• _WHAT YOU NEED TO DO_
Your task is to copy each line of the material below that includes "points".

• _ENTRIES PROVIDED_
════════════════════
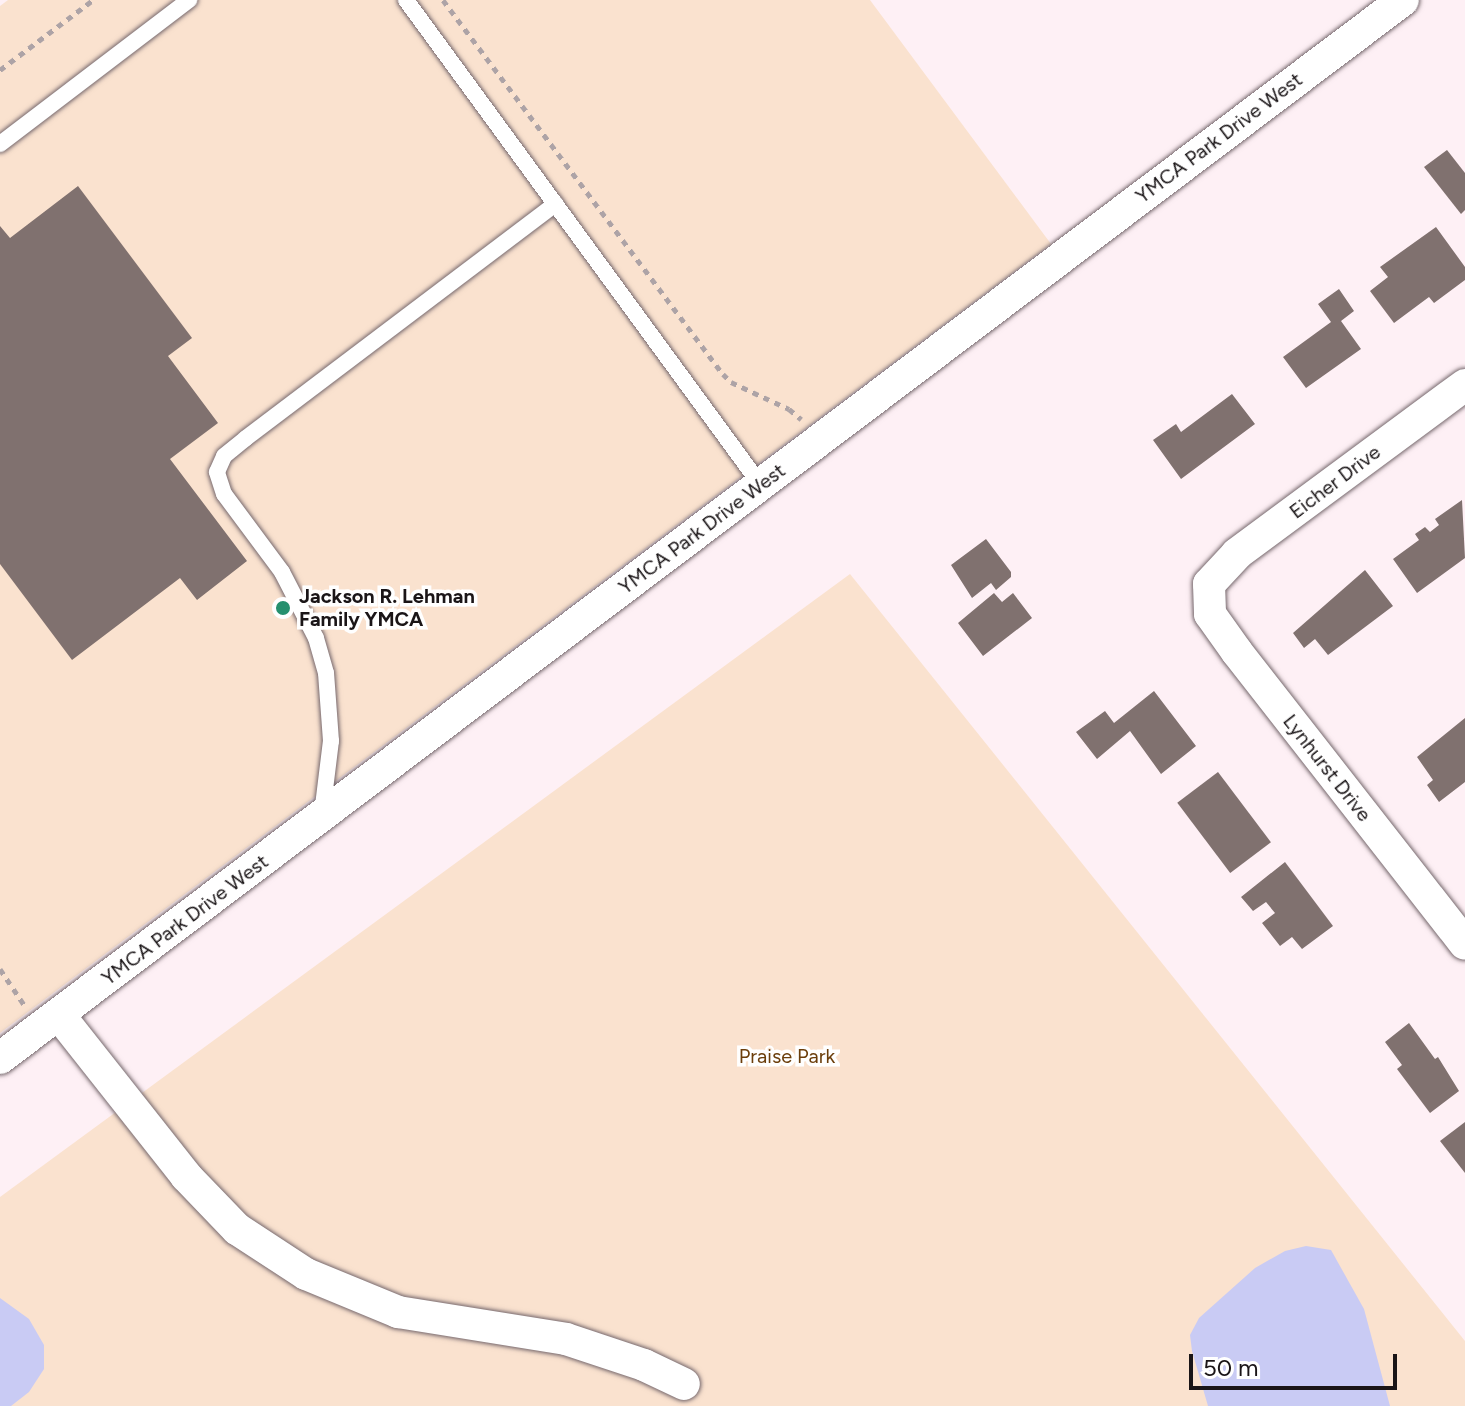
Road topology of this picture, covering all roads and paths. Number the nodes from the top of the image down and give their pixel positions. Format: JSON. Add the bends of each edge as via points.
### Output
════════════════════
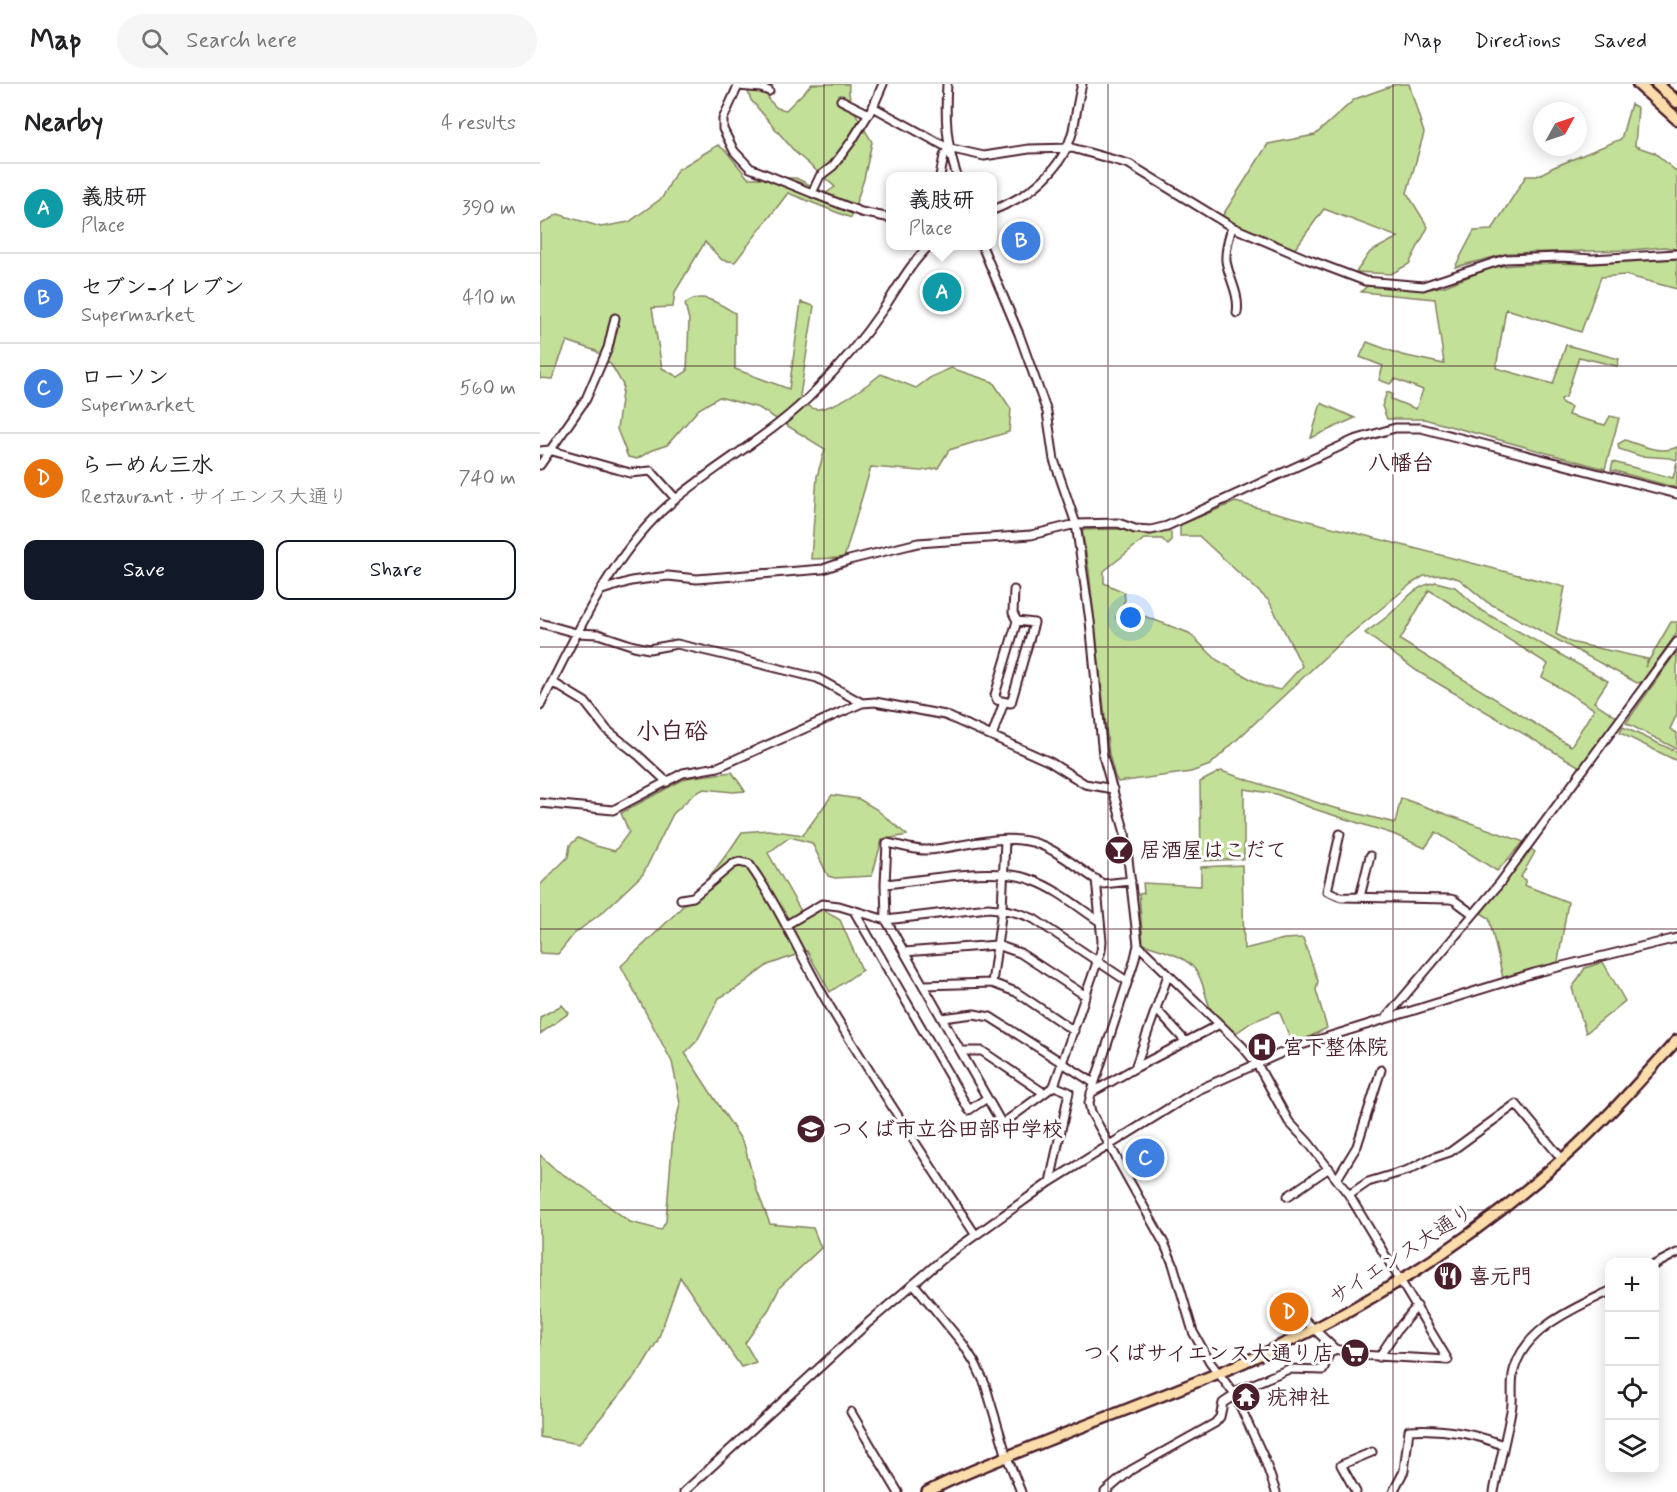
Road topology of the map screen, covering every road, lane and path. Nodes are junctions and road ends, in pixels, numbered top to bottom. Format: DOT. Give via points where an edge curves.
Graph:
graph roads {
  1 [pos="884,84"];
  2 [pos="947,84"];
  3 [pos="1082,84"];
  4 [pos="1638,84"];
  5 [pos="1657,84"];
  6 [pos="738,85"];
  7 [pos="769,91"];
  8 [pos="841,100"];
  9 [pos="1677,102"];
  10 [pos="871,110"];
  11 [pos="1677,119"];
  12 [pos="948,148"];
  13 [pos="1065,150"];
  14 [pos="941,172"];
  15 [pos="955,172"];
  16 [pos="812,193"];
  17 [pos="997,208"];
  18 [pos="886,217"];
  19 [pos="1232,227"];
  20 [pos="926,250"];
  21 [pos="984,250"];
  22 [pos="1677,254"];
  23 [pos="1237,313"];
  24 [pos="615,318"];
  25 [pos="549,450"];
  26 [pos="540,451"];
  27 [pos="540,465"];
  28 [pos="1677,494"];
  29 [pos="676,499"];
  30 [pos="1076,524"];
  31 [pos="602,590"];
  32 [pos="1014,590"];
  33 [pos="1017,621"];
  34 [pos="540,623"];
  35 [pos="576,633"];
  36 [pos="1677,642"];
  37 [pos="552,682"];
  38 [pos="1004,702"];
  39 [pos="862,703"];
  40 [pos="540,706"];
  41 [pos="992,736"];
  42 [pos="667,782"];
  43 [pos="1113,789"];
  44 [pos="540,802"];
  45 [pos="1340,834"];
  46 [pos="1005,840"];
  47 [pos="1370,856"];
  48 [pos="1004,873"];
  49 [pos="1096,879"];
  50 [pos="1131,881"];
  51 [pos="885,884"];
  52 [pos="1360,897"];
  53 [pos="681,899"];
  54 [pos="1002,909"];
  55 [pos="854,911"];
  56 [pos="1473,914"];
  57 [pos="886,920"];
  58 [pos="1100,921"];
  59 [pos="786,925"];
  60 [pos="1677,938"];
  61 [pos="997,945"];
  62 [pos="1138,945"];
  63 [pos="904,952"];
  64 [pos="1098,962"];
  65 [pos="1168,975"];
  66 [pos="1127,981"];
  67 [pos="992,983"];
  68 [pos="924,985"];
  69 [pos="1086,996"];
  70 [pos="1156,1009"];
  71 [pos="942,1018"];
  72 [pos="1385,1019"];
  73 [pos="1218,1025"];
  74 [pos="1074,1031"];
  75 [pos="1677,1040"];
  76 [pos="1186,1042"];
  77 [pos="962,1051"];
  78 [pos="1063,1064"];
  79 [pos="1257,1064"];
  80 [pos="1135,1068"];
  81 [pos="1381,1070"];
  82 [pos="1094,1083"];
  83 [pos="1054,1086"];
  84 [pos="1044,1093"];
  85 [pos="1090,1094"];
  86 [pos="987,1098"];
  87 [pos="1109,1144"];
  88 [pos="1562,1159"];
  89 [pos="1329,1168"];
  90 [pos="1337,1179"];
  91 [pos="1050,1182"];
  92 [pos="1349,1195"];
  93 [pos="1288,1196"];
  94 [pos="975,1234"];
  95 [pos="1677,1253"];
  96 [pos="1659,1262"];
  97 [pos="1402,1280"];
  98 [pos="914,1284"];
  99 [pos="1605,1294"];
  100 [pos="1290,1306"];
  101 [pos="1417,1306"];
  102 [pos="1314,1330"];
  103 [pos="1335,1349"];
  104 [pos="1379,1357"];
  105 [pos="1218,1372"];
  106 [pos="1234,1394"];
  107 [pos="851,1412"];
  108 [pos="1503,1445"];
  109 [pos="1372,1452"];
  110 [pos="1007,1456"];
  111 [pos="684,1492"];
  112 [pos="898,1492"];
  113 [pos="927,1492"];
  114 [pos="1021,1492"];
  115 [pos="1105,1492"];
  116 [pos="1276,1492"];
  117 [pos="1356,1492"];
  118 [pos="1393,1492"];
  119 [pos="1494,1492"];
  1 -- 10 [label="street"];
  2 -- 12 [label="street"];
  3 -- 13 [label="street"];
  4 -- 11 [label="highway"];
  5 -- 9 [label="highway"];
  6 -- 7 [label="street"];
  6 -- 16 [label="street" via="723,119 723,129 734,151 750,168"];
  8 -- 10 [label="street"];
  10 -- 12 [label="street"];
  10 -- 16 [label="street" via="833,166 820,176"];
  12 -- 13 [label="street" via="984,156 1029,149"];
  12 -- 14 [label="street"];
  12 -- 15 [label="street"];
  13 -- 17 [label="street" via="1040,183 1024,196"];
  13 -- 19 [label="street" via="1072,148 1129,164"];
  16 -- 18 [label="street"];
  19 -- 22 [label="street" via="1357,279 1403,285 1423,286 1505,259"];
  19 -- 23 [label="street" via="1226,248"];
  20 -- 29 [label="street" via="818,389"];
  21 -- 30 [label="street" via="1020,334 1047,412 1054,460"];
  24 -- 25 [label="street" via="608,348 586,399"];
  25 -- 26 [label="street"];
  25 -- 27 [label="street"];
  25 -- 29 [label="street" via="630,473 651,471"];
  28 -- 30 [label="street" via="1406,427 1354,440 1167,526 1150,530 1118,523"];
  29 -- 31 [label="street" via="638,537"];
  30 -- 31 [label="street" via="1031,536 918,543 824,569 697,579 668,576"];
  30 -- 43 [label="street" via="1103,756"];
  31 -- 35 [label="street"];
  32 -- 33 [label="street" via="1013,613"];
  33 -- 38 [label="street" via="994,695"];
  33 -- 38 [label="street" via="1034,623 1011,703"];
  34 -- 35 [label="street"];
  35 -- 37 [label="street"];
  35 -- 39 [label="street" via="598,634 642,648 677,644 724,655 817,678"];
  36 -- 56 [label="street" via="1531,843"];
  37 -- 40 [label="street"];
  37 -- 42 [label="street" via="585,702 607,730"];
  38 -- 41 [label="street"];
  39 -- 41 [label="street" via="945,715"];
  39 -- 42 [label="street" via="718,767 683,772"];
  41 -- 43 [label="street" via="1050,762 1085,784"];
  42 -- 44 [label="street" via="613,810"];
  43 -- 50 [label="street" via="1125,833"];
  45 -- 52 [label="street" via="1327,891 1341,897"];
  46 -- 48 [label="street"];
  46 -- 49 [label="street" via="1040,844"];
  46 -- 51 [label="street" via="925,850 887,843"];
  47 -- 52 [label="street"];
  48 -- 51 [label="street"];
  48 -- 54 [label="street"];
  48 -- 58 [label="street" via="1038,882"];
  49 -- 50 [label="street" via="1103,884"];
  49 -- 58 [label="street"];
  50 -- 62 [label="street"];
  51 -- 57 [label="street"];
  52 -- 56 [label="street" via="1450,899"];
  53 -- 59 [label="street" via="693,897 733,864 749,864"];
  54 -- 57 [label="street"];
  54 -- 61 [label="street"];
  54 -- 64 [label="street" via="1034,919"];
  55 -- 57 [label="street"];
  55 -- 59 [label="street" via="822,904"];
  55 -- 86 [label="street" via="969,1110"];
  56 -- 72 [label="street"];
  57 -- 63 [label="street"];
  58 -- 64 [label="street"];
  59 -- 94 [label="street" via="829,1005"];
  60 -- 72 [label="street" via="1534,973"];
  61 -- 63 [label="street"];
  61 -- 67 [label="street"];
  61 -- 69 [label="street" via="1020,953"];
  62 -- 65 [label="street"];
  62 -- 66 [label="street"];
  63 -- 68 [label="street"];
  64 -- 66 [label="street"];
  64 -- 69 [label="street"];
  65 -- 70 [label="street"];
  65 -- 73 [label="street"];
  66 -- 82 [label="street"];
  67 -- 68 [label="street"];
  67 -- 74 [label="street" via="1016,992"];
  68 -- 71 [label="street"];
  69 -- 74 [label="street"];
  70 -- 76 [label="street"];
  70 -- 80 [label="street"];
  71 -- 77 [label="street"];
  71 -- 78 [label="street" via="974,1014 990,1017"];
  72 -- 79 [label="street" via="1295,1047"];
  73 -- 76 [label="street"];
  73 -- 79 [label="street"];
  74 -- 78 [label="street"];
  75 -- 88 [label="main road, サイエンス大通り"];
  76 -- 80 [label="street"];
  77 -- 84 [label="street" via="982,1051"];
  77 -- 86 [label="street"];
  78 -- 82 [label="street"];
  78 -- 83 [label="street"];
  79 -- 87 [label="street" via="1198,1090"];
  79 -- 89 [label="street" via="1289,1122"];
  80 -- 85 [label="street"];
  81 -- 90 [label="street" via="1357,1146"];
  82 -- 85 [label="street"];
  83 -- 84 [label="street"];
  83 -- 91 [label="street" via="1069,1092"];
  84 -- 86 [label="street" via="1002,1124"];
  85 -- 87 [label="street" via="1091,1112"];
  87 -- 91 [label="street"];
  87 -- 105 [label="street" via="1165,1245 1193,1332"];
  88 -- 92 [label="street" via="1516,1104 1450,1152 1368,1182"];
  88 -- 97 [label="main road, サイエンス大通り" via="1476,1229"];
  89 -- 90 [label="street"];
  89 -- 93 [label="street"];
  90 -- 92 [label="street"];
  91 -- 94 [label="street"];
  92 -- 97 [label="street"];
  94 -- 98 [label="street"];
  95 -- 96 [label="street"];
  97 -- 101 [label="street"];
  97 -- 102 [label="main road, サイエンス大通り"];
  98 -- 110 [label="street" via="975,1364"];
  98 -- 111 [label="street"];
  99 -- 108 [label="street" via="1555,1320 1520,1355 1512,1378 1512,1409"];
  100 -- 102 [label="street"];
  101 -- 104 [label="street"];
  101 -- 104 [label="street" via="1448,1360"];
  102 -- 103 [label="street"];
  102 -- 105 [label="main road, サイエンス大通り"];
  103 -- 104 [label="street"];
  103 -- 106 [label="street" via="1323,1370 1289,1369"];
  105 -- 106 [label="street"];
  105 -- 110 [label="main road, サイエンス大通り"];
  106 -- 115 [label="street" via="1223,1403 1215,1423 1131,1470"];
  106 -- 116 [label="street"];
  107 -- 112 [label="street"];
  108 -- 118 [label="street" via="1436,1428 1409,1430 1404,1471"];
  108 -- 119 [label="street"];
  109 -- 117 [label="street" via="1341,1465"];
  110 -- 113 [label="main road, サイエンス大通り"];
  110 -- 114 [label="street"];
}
════════════════════
• _WRITTEN SOLUTION_
Road topology of this picture, covering all roads and paths. Number the nodes from the top of the image down and give their pixel positions. Format: JSON. Add the bends of each edge as via points.
Road topology of the map screen, covering every road, lane and path. Nodes are junctions and road ends, in pixels, numbered top to bottom. Format: DOT. Give via points where an edge curves.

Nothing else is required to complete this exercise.